As Quarlo Clobregnny, the great Michael Ansara played a soldier wrapped up in a very different kind of war than the one for which he was originally trained: a survival beyond the battlefield. It would appear no thought was ever given to what an existence outside of bloodshed might be. Ellison’s total immersion of this warrior into the (somewhat) peaceful past – into an period devoid of legitimate physical aggression for his outlet – creates an all-new and insurmountable conflict. Without the preparation for setting aside his bloodlust, Quarlo cannot relate in any useful way upon arrival; and – depending upon one’s interpretation, again – he succumbs to his original programming in the hour’s final moment. Violence remains his “true north” – if you’re familiar with the expression – as well as his last resort.

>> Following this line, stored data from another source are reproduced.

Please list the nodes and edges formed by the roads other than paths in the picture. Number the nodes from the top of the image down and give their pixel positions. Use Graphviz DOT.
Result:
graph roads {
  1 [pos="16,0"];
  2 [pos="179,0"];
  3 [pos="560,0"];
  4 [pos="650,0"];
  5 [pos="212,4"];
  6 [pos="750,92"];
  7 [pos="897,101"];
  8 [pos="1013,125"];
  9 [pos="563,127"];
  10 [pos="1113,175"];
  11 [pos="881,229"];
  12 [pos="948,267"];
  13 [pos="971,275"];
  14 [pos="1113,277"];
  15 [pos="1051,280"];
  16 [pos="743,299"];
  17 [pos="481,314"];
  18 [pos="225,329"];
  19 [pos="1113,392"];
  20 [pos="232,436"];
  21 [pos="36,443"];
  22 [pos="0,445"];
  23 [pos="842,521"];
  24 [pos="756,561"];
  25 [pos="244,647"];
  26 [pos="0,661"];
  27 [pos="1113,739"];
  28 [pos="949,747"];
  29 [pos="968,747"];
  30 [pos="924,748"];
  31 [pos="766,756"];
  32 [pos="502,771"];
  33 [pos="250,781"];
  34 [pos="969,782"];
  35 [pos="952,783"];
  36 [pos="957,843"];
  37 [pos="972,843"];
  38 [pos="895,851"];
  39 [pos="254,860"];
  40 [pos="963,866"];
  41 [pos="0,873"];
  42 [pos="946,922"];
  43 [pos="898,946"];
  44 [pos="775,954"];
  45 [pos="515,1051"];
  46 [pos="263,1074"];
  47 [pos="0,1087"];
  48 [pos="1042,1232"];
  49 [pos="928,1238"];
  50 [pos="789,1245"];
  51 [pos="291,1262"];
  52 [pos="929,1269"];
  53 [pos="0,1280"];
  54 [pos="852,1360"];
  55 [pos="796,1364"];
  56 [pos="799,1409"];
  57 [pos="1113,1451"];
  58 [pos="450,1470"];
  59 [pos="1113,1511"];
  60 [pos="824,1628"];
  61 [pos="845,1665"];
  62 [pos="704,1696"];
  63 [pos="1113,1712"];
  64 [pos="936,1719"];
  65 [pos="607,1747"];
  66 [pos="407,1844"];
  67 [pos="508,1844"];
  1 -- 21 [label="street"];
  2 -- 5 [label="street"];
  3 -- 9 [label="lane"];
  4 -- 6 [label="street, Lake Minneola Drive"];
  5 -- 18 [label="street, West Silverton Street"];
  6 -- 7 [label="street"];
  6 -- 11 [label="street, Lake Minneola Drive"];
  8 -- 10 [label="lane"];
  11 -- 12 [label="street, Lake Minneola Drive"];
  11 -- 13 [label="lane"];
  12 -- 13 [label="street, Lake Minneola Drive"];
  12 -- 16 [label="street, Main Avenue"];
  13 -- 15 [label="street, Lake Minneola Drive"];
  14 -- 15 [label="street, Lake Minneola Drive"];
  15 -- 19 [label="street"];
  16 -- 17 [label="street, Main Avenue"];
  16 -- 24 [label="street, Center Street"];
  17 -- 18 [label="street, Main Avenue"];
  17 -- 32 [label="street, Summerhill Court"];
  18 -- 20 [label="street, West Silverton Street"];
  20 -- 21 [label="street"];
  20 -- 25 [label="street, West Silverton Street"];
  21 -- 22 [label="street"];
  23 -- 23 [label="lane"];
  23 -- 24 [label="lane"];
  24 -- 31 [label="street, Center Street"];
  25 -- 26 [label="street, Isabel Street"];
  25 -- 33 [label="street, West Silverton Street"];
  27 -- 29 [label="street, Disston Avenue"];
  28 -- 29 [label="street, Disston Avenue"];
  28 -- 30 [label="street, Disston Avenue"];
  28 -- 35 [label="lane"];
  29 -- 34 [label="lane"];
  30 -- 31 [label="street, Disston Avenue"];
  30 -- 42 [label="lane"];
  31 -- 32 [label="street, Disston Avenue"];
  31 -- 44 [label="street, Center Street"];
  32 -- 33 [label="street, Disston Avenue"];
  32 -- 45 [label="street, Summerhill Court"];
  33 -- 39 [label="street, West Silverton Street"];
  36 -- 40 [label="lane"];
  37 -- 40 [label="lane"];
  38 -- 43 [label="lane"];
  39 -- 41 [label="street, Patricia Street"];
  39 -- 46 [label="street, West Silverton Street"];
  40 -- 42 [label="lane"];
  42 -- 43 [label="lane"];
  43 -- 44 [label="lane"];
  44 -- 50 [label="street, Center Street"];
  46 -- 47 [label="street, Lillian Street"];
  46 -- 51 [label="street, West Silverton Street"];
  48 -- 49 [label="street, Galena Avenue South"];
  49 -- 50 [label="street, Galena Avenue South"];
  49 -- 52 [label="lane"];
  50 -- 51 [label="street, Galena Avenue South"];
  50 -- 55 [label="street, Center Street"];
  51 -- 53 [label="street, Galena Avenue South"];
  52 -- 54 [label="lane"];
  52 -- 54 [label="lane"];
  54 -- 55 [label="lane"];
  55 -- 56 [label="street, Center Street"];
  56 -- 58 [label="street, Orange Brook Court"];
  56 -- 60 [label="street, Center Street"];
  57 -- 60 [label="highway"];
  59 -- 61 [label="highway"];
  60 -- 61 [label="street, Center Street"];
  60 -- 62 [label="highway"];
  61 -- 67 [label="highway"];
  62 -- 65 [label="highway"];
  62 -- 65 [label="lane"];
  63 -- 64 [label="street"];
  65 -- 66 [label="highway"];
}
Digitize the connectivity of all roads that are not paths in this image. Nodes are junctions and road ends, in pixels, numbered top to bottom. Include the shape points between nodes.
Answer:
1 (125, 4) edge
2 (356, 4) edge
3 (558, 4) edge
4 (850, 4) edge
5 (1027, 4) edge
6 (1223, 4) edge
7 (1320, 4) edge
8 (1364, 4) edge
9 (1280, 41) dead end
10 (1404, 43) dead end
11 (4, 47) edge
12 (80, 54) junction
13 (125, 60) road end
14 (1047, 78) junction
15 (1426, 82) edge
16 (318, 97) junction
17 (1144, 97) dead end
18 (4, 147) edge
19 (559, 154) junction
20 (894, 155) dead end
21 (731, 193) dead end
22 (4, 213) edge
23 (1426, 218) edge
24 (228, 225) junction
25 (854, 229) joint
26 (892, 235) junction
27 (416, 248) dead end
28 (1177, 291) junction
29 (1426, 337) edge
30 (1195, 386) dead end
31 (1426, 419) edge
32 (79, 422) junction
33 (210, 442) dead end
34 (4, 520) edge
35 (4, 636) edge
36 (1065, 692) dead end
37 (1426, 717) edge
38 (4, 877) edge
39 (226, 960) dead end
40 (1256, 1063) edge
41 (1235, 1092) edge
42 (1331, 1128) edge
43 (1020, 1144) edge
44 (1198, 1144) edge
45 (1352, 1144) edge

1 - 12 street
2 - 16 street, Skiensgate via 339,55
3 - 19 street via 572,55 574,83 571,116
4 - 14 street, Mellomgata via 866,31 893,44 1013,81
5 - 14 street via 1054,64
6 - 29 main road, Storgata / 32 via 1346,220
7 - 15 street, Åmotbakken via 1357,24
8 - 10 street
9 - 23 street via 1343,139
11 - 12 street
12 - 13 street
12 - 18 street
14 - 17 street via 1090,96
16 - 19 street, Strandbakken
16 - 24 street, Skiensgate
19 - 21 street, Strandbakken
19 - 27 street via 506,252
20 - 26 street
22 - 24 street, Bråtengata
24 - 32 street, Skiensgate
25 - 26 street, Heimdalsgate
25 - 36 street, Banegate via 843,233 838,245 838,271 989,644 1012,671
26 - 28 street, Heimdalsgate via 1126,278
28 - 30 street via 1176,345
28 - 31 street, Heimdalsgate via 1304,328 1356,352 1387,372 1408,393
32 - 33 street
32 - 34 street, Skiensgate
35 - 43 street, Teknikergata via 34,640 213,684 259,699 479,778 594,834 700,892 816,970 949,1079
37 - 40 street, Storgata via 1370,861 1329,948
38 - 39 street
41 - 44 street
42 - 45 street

So … we made the monster, and the monster is us.
Dare I suggest this isn’t likely the “monster” the studio executives were anticipating?
Ultimately, what I find so impressive about “Soldier” is the choice of protagonist.
It’s a matter of public record that Ellison’s short story – “Soldier From Tomorrow” – was first published in the October, 1957 issue of Fantastic Universe. For those who’ve missed ‘50’s and early ‘60’s television, the going trend leaned heavily on Westerns, private detectives, cop shows, and the like; so adapting a somewhat cerebral tale focusing on a philologist thrown into a conflict between two enemy combatants likely gave some network executives pause. The typical heroes of this era weren’t so much revered for their brains as they were their instincts, and they often packed heat (carried guns) or had to pass regular physicals to keep their employment. Lloyd Nolan’s ‘Tom Kagan’ comes across far more grandfatherly than he does anything resembling a stout authoritarian, and he solves the world’s problems with his mind.
Having watched as much older Science Fiction as I have, I can assure you that, typically, scientists have enjoyed a myriad of depictions. There have been good ones, and there have been bad ones. Indeed, they’re probably shown to have caused as many problems as they’ve solved, and the Atomic Age certainly presented these brainiacs with an all-new set of experiments to perform. On film, some of them unleashed giant insects that went marauding across the amber waves of grain while others went about using new these forms of energy to reanimate the dead. Imagine my surprise to find out that somewhere out there might be a fellow like Kagan – a guy whose chief motivation is that he, simply put, just cared?
In many ways, “Soldier” ends as it began: two men are thrown together in mortal combat.
Sides don’t matter. Stakes are never discussed. Objectives never come into discussion. This is a world of kill or be killed, and these two are functioning at peak condition. One smokes a cigarette in a moment of calm while the other sucks medicine (drugs? liquid smoke?) from a handheld device. All they know is violence. All they serve are their respective masters. Science may’ve played a hand in their training and even in their unintentional trip through time, but it was raw human savagery – and the working end of a laser rifle – that defined their final moments alive. Whether or not Quarlo matured in some way, discovered his latent humanity, and sacrificed his life protecting the Kagan family is a question we’ll never answer definitively, certainly not with the evidence as presented.
As I said above, we take what messages we want from art, and I suspect you’ll have to do the same here.